There has been much discussion that Bitcoin and stock markets are correlated. The crypto market is no different from traditional markets – it’s not independent, despite how we would like it to be. Specifically, the participation of institutional investors in the above-described type of speculation has exacerbated this dependence. 

This is a decisive moment – whether Bitcoin will finally decouple from equities and act as a standalone asset with its own value proposition – or will sink with the stock market.

Source: CoinMetrics 

Bitcoin’s 60-day correlation with the S&P index reached its all-time high of 0.74 on May 25, 2022, but currently lowered to 0.64 – still a very high level.

However, the 20-day correlation between Bitcoin and the Nasdaq 100 has dropped from about 0.88 in early May to just 0.30 currently.

Source: Bloomberg 

This is a positive sign indicating that Bitcoin could regain its independence with the long-term view that blockchain holds economic value.
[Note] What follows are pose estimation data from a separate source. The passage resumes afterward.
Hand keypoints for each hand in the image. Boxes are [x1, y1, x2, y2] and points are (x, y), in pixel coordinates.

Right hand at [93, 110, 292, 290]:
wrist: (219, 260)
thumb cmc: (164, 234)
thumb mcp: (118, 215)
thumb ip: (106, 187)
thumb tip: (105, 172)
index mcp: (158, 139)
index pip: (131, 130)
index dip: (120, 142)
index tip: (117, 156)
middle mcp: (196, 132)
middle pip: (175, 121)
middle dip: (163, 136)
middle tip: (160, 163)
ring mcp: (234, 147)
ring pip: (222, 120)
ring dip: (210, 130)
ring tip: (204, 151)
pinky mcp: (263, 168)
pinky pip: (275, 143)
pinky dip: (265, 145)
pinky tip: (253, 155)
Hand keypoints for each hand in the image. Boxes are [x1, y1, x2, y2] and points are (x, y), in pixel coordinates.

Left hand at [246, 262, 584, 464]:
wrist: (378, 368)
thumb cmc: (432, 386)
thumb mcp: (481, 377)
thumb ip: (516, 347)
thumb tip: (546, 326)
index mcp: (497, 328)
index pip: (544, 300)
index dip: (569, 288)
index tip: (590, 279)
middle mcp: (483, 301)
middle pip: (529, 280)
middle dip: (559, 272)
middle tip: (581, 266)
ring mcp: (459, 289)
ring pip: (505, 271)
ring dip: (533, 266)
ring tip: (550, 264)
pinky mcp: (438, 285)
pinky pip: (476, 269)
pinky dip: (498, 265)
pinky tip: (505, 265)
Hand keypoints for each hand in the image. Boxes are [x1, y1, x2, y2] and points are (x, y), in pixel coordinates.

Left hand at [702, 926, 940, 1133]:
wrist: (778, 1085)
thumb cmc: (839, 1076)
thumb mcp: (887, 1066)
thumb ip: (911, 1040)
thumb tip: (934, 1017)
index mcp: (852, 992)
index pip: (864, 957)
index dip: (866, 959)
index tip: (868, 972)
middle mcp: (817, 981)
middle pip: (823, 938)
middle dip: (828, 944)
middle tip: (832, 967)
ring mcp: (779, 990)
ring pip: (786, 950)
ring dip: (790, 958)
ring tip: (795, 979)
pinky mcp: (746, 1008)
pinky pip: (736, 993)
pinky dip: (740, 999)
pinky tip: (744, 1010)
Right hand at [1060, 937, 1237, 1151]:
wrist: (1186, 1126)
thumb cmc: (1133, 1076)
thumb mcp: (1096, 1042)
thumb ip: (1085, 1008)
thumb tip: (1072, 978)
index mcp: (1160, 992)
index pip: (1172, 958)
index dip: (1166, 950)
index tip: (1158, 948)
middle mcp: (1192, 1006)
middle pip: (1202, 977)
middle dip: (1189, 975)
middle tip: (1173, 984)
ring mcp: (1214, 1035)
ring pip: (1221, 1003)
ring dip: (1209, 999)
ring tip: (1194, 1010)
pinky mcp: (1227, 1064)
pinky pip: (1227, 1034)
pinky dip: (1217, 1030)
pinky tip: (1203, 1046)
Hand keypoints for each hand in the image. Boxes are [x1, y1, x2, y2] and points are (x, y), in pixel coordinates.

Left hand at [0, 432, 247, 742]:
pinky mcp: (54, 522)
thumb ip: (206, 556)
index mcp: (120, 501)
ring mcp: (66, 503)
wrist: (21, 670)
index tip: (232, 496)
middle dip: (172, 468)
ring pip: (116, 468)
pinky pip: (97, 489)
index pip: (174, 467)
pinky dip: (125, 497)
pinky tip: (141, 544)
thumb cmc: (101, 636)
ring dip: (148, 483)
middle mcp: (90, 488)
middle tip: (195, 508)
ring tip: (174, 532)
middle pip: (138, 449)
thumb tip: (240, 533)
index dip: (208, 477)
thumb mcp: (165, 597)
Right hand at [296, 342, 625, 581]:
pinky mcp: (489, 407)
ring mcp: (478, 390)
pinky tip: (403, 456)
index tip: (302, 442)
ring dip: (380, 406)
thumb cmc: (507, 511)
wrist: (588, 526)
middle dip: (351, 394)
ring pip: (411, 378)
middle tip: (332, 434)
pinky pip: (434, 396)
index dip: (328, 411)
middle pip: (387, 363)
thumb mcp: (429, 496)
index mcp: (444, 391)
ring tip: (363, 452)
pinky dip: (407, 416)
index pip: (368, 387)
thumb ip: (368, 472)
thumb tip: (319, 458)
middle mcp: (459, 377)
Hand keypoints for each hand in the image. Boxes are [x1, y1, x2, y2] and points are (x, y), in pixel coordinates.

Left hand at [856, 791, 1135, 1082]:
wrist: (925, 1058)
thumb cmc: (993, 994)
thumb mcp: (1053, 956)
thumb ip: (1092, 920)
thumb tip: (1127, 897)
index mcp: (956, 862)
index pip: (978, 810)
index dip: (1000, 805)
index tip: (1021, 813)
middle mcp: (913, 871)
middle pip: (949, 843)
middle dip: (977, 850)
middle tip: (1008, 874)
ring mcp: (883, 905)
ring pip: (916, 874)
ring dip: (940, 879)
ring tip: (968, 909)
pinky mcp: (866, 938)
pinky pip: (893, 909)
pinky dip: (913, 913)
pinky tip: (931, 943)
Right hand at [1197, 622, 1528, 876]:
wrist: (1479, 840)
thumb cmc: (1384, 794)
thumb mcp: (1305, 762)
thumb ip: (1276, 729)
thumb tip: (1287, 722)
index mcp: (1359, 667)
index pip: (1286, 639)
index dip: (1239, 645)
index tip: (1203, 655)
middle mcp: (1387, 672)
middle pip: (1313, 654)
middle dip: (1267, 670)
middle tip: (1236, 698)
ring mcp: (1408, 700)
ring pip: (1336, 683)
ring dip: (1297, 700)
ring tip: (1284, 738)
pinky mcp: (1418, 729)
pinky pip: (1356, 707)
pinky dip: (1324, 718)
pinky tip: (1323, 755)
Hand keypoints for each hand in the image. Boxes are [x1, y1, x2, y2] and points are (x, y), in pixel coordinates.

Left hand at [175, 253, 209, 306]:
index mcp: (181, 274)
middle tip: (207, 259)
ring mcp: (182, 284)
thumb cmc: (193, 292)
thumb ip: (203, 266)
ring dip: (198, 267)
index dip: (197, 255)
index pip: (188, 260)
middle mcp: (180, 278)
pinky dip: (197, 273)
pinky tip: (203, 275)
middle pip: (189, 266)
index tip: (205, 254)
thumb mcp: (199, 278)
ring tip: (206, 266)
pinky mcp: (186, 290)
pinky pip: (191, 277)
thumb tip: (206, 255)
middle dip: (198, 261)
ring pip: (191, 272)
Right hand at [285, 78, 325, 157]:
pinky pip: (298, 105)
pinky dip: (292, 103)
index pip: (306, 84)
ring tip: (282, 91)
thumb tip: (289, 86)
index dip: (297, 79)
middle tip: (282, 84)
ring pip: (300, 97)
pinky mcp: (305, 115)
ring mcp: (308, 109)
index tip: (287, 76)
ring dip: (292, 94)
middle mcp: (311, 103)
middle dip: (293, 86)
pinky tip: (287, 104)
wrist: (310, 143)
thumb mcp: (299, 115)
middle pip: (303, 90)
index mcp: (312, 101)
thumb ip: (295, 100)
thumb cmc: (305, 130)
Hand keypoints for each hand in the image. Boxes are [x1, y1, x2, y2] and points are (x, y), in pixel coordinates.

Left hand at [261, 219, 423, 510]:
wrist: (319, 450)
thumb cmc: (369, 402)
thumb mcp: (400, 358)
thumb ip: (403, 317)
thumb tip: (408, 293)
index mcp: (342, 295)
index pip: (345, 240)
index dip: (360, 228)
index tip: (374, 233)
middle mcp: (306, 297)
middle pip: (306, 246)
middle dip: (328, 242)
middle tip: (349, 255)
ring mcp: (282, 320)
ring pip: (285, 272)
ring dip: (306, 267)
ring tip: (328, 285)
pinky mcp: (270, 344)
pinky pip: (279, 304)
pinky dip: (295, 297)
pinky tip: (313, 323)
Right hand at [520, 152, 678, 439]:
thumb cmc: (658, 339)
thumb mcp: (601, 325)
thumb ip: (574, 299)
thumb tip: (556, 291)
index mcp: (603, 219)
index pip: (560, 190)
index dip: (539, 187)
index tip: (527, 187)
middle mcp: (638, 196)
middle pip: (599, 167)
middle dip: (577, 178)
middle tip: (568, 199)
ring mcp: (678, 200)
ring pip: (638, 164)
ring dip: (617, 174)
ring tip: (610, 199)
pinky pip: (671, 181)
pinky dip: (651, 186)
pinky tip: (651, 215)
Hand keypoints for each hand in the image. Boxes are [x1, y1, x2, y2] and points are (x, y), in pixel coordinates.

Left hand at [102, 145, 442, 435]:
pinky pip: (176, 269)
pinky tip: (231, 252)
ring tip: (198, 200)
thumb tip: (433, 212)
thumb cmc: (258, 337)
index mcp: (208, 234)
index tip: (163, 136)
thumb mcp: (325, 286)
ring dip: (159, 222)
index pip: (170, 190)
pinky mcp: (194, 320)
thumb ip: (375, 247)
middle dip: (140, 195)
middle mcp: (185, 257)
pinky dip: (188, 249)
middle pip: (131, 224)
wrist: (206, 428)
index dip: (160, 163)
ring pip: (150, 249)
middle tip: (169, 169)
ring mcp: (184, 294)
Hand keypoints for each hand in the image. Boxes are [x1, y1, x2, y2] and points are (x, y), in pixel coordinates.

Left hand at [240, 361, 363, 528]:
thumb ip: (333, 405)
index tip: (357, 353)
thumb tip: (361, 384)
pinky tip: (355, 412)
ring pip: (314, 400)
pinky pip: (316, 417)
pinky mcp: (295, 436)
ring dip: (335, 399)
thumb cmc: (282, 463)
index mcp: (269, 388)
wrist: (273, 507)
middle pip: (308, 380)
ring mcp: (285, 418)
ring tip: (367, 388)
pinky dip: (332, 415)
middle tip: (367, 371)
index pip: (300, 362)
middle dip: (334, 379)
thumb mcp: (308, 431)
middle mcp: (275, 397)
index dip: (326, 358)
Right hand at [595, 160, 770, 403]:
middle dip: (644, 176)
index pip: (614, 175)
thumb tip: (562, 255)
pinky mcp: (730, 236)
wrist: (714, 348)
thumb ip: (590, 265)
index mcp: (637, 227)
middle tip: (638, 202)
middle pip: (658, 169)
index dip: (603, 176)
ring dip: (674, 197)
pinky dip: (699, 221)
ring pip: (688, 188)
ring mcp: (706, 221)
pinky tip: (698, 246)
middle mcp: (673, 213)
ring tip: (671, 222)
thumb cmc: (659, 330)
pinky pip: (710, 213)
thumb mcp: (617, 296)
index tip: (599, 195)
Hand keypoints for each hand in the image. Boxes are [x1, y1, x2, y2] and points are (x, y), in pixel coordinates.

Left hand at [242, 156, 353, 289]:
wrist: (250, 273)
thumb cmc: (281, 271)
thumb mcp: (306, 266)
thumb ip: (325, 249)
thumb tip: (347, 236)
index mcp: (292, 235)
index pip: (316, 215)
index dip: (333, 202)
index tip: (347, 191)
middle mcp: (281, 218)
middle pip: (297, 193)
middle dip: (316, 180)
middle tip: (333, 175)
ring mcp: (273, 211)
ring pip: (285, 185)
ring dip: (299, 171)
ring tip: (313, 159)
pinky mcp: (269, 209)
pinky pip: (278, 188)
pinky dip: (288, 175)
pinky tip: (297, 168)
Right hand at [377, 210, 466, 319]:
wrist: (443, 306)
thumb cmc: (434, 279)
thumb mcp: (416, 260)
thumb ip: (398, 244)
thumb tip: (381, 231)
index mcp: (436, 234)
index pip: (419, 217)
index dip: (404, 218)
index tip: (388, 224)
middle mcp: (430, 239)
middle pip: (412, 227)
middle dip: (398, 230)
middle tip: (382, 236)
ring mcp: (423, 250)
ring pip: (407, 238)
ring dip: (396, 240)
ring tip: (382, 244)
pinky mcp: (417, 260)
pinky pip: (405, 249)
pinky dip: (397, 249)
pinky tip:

Even so, some pain will be inevitable, such as in the stock market. The crypto market will benefit if the card house of risky, inflated tokens collapses. The collapse of the Terra stablecoin and Luna token teaches investors caution and contributes to the advancement of digital asset technology. Their stablecoin was built in a wrong way, and the market could not mature until it knew that.

Bottom Line

World markets and the global economy are definitely experiencing hard times. While a recession may seem doom and gloom, instead of pulling our hair out in frustration, we can accept it as a necessary reality and understand that it’s not necessarily a bad thing – just like medicine, which isn’t pleasant but is necessary for health. It will heal the economy, wipe out artificial liquidity, bring adequacy back to the markets, including the cryptocurrency market, bringing them to a mature and stronger state, creating a truly safe investment environment, not an illusion.